Although, the learned friends-CAs have rightly quoted by pointing out the provisions and referring to guidance note, however, a doubt is still in my mind that – constitutionally, “a tax shall not be collected without the authority of law”. Which means, ‘there shall be levied a tax……’, and here, the levy is as per Section 66B (now) and I have quoted as Section 66 which has no differences except being modified according to the present regime. Further, the "collection of tax" is governed by machinery provision, and the one which applicable is section 68 [Payment of Service Tax] . The sub-section (2) have been referred by you and some portions relevant on the subject issue is highlighted and reproduced to deliberate , as under :-
68(1) Every person providing taxable service…..in Section 66B……
(2) Notwithstanding anything containedin sub-section (1),…………the service tax shall be paid by such person and in such manner as may be prescribed…….
Provided that……may notify the service.. and the extend of service tax…… (payable)
Vide notification no 30/2012. dated 20th June, 2012 the same has been notified “in exercise of powers conferred by sub-section (2) of section 68 of Finance Act”. The said notification reads that – “………….., the Central Government hereby notifies the following taxable services and the extend of service tax payable thereon……”
A collective reading of above provisions and legally “….the provider of service is taxable… and, the service tax is payable….” (if there is a levy,….) in the manner, as may be priscribed …. , provided that - “the extend of service tax to be paid by such person…..”. This has been reiterated by the learned / respected friend Shri.
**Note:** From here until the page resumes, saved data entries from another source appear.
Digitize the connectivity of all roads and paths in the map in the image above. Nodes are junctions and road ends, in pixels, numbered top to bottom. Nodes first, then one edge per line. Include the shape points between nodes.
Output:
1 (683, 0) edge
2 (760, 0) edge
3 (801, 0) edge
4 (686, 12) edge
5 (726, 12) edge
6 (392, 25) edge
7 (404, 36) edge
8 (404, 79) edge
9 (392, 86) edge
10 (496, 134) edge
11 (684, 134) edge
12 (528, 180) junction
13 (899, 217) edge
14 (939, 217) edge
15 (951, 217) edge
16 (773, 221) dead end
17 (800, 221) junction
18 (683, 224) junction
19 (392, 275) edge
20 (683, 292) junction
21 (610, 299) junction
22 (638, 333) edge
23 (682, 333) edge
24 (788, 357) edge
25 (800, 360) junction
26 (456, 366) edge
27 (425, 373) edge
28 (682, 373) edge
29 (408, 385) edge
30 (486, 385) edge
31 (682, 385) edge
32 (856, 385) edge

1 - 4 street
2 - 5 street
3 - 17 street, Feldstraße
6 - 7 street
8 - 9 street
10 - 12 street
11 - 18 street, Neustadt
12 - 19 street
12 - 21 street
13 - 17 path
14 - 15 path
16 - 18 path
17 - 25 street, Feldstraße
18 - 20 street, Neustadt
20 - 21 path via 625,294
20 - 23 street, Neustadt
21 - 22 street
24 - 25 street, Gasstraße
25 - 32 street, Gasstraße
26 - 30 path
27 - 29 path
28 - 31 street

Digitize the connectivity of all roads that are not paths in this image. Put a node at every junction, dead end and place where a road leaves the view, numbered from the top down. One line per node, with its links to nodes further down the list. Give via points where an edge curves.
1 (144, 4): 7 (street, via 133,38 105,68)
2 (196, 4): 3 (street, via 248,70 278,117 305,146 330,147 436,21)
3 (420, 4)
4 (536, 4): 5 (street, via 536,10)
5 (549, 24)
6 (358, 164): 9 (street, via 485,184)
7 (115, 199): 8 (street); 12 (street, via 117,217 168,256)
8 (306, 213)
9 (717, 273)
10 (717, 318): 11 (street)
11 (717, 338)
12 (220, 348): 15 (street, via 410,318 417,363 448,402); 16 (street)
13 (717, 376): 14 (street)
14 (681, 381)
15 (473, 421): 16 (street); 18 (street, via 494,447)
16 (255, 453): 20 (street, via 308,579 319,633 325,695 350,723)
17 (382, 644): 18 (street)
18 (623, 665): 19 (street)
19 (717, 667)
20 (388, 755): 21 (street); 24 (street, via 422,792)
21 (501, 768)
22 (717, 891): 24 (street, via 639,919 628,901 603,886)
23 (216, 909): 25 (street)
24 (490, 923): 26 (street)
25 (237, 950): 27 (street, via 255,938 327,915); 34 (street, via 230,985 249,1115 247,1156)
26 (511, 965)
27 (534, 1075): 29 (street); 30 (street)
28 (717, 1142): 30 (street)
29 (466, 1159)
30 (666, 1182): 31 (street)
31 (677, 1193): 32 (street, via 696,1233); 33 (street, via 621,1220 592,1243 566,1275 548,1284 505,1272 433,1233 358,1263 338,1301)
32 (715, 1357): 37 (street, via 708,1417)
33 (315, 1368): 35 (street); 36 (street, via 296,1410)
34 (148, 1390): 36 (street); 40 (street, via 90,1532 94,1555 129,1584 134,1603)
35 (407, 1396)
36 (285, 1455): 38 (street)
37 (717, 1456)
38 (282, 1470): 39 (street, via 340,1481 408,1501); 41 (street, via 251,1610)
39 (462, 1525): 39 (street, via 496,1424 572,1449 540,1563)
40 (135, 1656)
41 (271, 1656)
Unnikrishnan in his quoting.
Further, Nofn.33/2012-ST. dated 20th June, 2012, (as referred ) is issued providing / amending threshold exemption excluding those who are falling in the category of (i) and (ii). Here, the proviso (ii) stipulates that – “……the value of taxable services in respect of which service tax shall be paid …..” Now, the question is – having collective notification(s), is it legal and correct to clarifies in the ‘guidance note’ since “there is no value of taxable service” is there to collect the tax…? Even if assume that it is a taxable service, however, the tax is Nil and not levied …!
Apart, para - 10.1.3 of the “Guidance Note No. 10 – Miscellaneous” has also been referred by the learned friend/CA. However, when the said para’ is collectively read with para - 10.1.2 , one would observes as contrary….., and the guidance note is for guidance only…..! Pl. enlighten.